My heart gallops in my chest, threatening to break open the front of my body as I picture it for myself. In the universe behind my eyes, my caddy friends grab fresh flutes of bubbly when our eyes first connect. Stars explode around him like obliterated diamonds, as if the Saints are crying out, “It’s him, Pandora! The search is over!” I make up a song for him to sing in my head, his soothing voice and dapper suit drawing chills up the length of my spine. I let the finality of this first meeting and what it means for the rest of my days course through my entire being.
“It’s a beautiful concept,” I say, the words turning sad.
“Imagine it takes only that one look to know that there’s no one else for us,” Madden continues, painting the picture in vivid, tormenting detail. “No deception, no games, and no going back. Imagine that I court you in front of our entire community, and your loved ones and all of those around us come to accept the inevitable just as we did. Imagine, when the timing feels right, I work up the courage to ask your father for your hand, and he relents for a moment, if only because he wasn’t prepared to let go of his little girl so soon in life.”
My eyes fly open when I sense Madden draw impossibly closer to me. Tears scorch my eyes and fall like the first signs of afternoon rain, sudden and surprising.
How could I so deeply mourn a man I never knew firsthand? How can I mourn a reality I never got to live out with him the minute Madden brings it up? I try to fight off the sorrow, but it persists with a vengeance.

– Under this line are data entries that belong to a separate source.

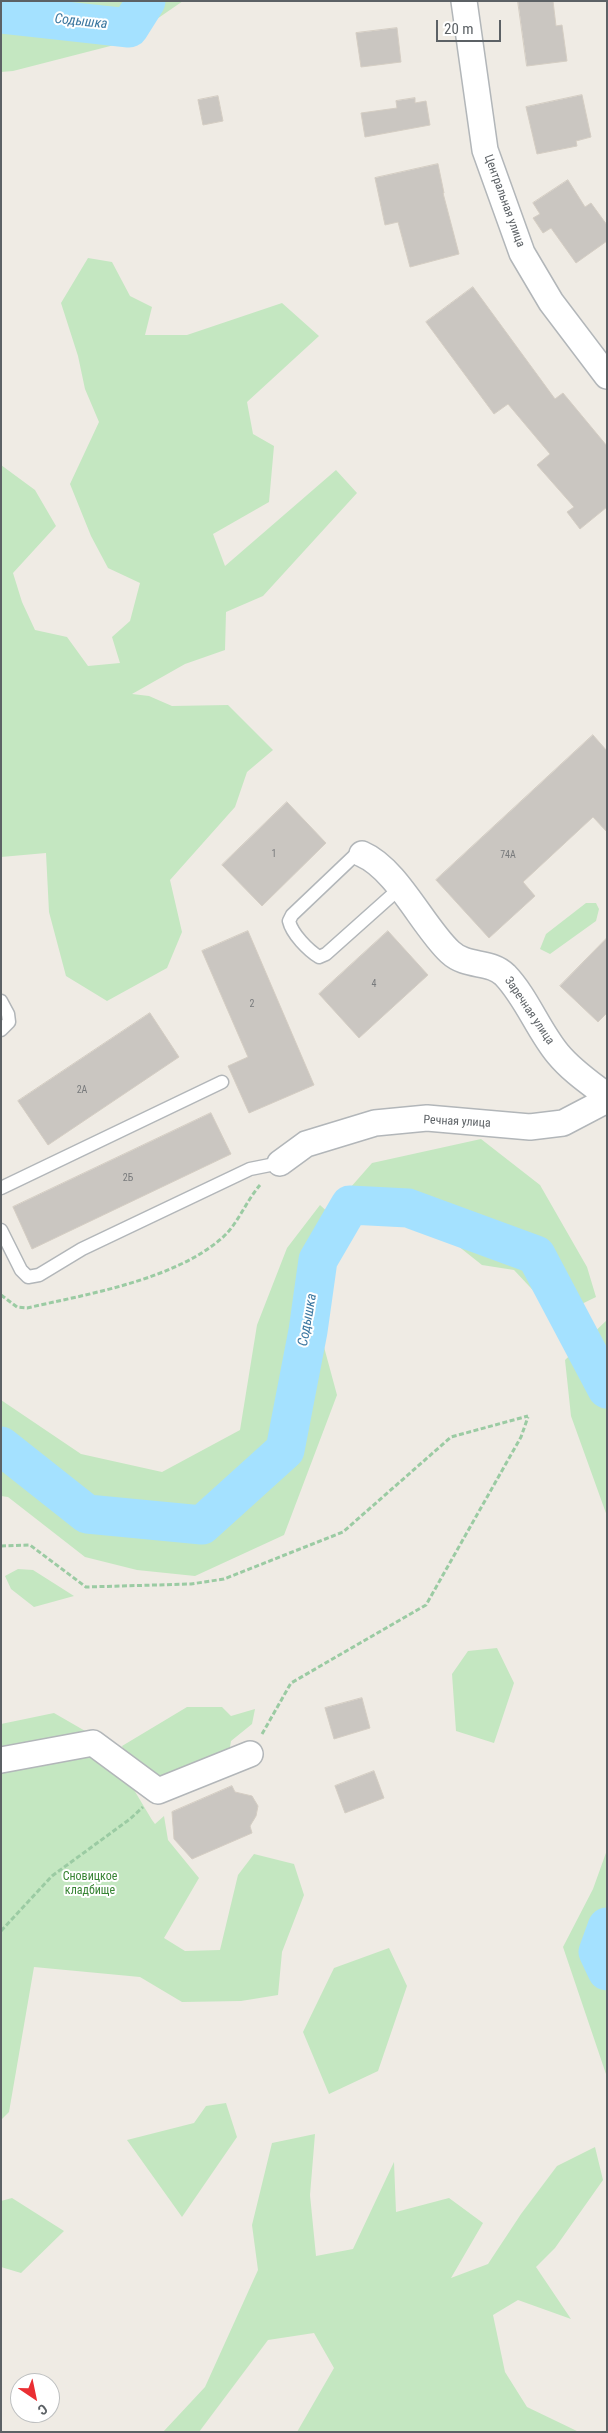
<!DOCTYPE html>
<html>
<head>
<meta charset="utf-8">
<style>
  body { margin:0 }
  #map { position:relative; width:608px; height:2433px; overflow:hidden; background:#efebe4; font-family:"Roboto Condensed",sans-serif }
  canvas { display:block }
  .frame { position:absolute; inset:0; border:2px solid #5c6165; pointer-events:none }
  .north { position:absolute; left:10px; top:2373px; width:50px; height:50px; box-sizing:border-box; background:#fff; border:1px solid #bec0c1; border-radius:50%; rotate:146deg; font-size:14px; font-weight:700; line-height:20px; text-align:center; color:#5c6165 }
  .north::after { content:''; display:block; margin:auto; width:18px; height:22px; background:#ea2f33; clip-path:polygon(50% 0,100% 100%,50% 72%,0 100%) }
  .scale { position:absolute; left:436px; top:20px; width:65px; height:22px; box-sizing:border-box; border:2px solid #5c6165; border-top:0; padding-left:6px; font-size:15px; line-height:18px; white-space:nowrap; color:#5c6165; -webkit-text-stroke:4px #fff; paint-order:stroke }
</style>
</head>
<body>
<div id="map">
<canvas width="608" height="2433"></canvas>
<div class="frame"></div>
<div class="north">С</div>
<div class="scale">20 m</div>
</div>
<script>
const context = document.querySelector('canvas').getContext('2d');
context.lineJoin = 'round';
function fill(path, color) {
  context.fillStyle = color;
  context.fill(path, 'evenodd');
}
function strokePath(path, color, width, dash) {
  context.strokeStyle = color;
  context.lineWidth = width;
  context.lineCap = dash ? 'butt' : 'round';
  context.setLineDash(dash || []);
  context.stroke(path);
}
function label(font, color, halo, rows, align = 'center') {
  context.font = font + ' "Roboto Condensed",sans-serif';
  context.lineWidth = 4;
  context.setLineDash([]);
  context.textBaseline = 'middle';
  context.strokeStyle = halo;
  context.fillStyle = color;
  for (const [text, x, y, turn = 0] of rows) {
    context.save();
    context.translate(x, y);
    context.rotate((+turn || 0) * Math.PI / 180);
    context.textAlign = isNaN(turn) ? turn : align;
    if (halo) context.strokeText(text, 0, 0);
    context.fillText(text, 0, 0);
    context.restore();
  }
}
fill(new Path2D(`
  M 1,1 L 183,1 L 122,43 L 13,71 L 1,72 Z
  M 88,258 L 112,262 L 130,296 L 152,307 L 145,335 L 187,335 L 282,303 L 319,336 L 247,402 L 253,434 L 274,446 L 269,502 L 213,534 L 225,566 L 336,470 L 357,493 L 263,596 L 226,612 L 225,650 L 185,664 L 132,694 L 149,696 L 172,706 L 228,705 L 273,750 L 247,772 L 235,807 L 170,880 L 182,932 L 167,968 L 107,1001 L 66,976 L 49,912 L 46,853 L 1,857 L 1,465 L 35,490 L 56,526 L 13,573 L 22,602 L 35,630 L 67,637 L 88,666 L 120,663 L 112,637 L 130,621 L 140,583 L 108,568 L 91,536 L 70,484 L 99,422 L 85,389 L 78,356 L 61,303 Z
  M 586,903 L 596,903 L 599,909 L 596,921 L 550,954 L 540,949 L 546,934 Z
  M 481,1139 L 540,1185 L 587,1267 L 596,1297 L 557,1316 L 514,1270 L 482,1265 L 448,1238 L 343,1196 L 372,1163 Z
  M 320,1205 L 333,1217 L 301,1262 L 337,1395 L 284,1535 L 195,1576 L 137,1570 L 85,1557 L 8,1497 L 1,1496 L 1,1400 L 81,1454 L 162,1472 L 240,1430 L 257,1325 L 287,1248 Z
  M 607,1320 L 607,1516 L 571,1416 L 565,1360 Z
  M 18,1569 L 33,1570 L 74,1596 L 34,1607 L 11,1589 L 5,1576 Z
  M 497,1648 L 514,1683 L 494,1743 L 456,1731 L 452,1674 L 468,1651 Z
  M 187,1707 L 222,1707 L 231,1716 L 255,1709 L 252,1724 L 231,1741 L 229,1753 L 164,1788 L 135,1774 L 122,1746 Z
  M 54,1713 L 106,1743 L 152,1820 L 155,1824 L 164,1816 L 168,1840 L 199,1878 L 164,1938 L 185,1951 L 220,1950 L 238,1875 L 254,1854 L 294,1864 L 304,1895 L 282,1952 L 278,1995 L 241,2001 L 182,2002 L 140,1977 L 34,1967 L 9,2112 L 1,2120 L 1,1724 Z
  M 607,1850 L 607,2077 L 563,1947 L 593,1889 Z
  M 389,1948 L 407,1986 L 378,2071 L 329,2094 L 303,2032 L 334,1968 Z
  M 226,2103 L 237,2137 L 182,2217 L 127,2140 L 194,2123 L 206,2106 Z
  M 315,2134 L 310,2195 L 316,2256 L 353,2249 L 394,2162 L 396,2212 L 449,2198 L 483,2223 L 451,2278 L 488,2264 L 521,2214 L 557,2166 L 595,2147 L 603,2180 L 555,2248 L 536,2267 L 571,2319 L 518,2300 L 493,2315 L 505,2372 L 527,2407 L 579,2432 L 297,2432 L 334,2368 L 314,2333 L 268,2340 L 199,2432 L 163,2432 L 205,2387 L 258,2270 L 252,2225 L 272,2143 Z
  M 12,2198 L 64,2231 L 21,2273 L 1,2267 L 1,2201 Z`), '#c4e7c1');
strokePath(new Path2D(`
  M 1,14 L 129,28 L 146,1
  M 1,1446 L 87,1514 L 202,1525 L 285,1450 L 308,1331 L 318,1260 L 350,1205 L 408,1208 L 536,1255 L 607,1389
  M 607,1927 L 598,1952 L 607,1971`), '#a4e1ff', 39);
const building = new Path2D(`
  M 518,1 L 553,1 L 556,26 L 562,25 L 567,61 L 527,66 Z
  M 397,28 L 401,62 L 361,67 L 356,33 Z
  M 582,95 L 591,137 L 576,141 L 577,146 L 537,154 L 526,107 Z
  M 218,96 L 223,121 L 203,125 L 198,100 Z
  M 415,98 L 415,103 L 426,101 L 430,125 L 365,137 L 361,113 L 397,108 L 396,101 Z
  M 438,164 L 444,193 L 443,193 L 459,254 L 410,267 L 398,222 L 385,225 L 375,178 Z
  M 568,180 L 585,207 L 591,203 L 607,225 L 607,241 L 576,263 L 551,228 L 543,233 L 533,218 L 540,214 L 533,203 Z
  M 473,287 L 555,399 L 563,393 L 607,446 L 607,507 L 580,529 L 567,512 L 574,507 L 537,465 L 550,454 L 508,404 L 494,414 L 426,322 Z
  M 593,735 L 607,751 L 607,832 L 593,817 L 523,882 L 535,896 L 489,938 L 436,880 Z
  M 287,802 L 326,843 L 262,906 L 222,865 Z
  M 248,931 L 314,1085 L 249,1113 L 228,1066 L 248,1057 L 202,951 Z
  M 388,931 L 428,975 L 359,1038 L 319,994 Z
  M 607,938 L 607,1013 L 598,1022 L 560,986 Z
  M 150,1013 L 179,1057 L 48,1145 L 18,1101 Z
  M 211,1113 L 231,1154 L 32,1249 L 13,1207 Z
  M 362,1698 L 370,1728 L 334,1739 L 325,1708 Z
  M 374,1771 L 384,1798 L 345,1813 L 335,1786 Z
  M 232,1786 L 235,1792 L 252,1796 L 258,1806 L 256,1816 L 250,1826 L 252,1833 L 192,1859 L 174,1839 L 172,1812 Z`);
fill(building, '#cac6c1');
strokePath(building, '#d4cdc3', 1);
const lane = new Path2D(`
  M 362,854 L 353,857 L 292,915 L 289,921 C 292,934 308,950 319,957 L 326,954 L 400,888
  M 1,1001 L 8,1014 L 9,1022 L 1,1030
  M 1,1188 L 222,1082
  M 1,1230 L 21,1270 L 28,1277 L 39,1275 L 82,1249 L 250,1169 L 280,1163`);
const street = new Path2D(`
  M 464,1 L 485,150 L 522,253 L 551,302 L 607,376
  M 362,854 C 397,869 423,927 450,952 C 467,968 490,960 505,975 C 527,998 538,1030 558,1054 C 572,1071 590,1083 607,1096
  M 280,1163 L 306,1144 L 375,1123 L 427,1118 L 530,1127 L 563,1123 L 607,1100
  M 1,1760 L 93,1743 L 158,1791 L 250,1754`);
strokePath(lane, '#b2b6b9', 15);
strokePath(street, '#b2b6b9', 28);
strokePath(new Path2D(`
  M 1,1295 L 17,1307 L 27,1308 C 88,1294 174,1280 222,1238 C 238,1224 246,1201 260,1185
  M 1,1546 L 30,1545 L 86,1587 L 191,1584 L 224,1579 L 343,1532 L 451,1437 L 528,1416
  M 262,1734 L 291,1683 L 426,1605 L 521,1437 L 528,1417
  M 1,1931 L 52,1876 L 130,1819 L 143,1807`), '#9bcba3', 3, [5, 2.5]);
strokePath(lane, '#fff', 12);
strokePath(street, '#fff', 25);
label('10px', '#787a7c', null, [
  ["1",274,854],
  ["74А",508,855],
  ["4",374,984],
  ["2",252,1004],
  ["2А",82,1090],
  ["2Б",128,1178]
]);
label('12px', '#5c6165', '#fff', [
  ["Центральная улица",504,201,70],
  ["Заречная улица",529,1011,56],
  ["Речная улица",457,1122,3]
]);
label('12px', '#388434', '#fff', [
  ["Сновицкое",90,1877],
  ["кладбище",90,1891]
]);
label('italic 14px', '#3b77a0', '#fff', [
  ["Содышка",81,22,6],
  ["Содышка",308,1320,-80]
]);
</script>
</body>
</html>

Madden delicately wipes away each tear that falls. “I would have loved you in every lifetime that fate allowed me to spend with you. Even if they weren’t at your side or in your bed—even if each and every one of them forced me back into the shadows of isolation—I would consider myself eternally grateful just to exist at the same time and place as you.”
I might just die if he says anything else. “Madden—”
“But the fact of the matter is, that life, that fantasy . . . it could’ve been real for us. I know it could’ve. And instead, Jericho took that away from you.”
“What are you talking about?”
“It all leads back to him, Pandora. The root of every evil and every tragedy can all be traced back to him. Think about it. Venus never would’ve sideswiped the Mosacian Empire if she didn’t love him, if he hadn’t pursued her in the first place. If his dreams hadn’t insisted he do so. My family would still be alive, and your father might be, too.”
A horrified sob breaks in my throat, and I struggle to hold my ground.
“My father?”
“Yes, angel,” he confirms bleakly. Somehow, his gaze is both apologetic and stone cold. “Jericho murdered your father.”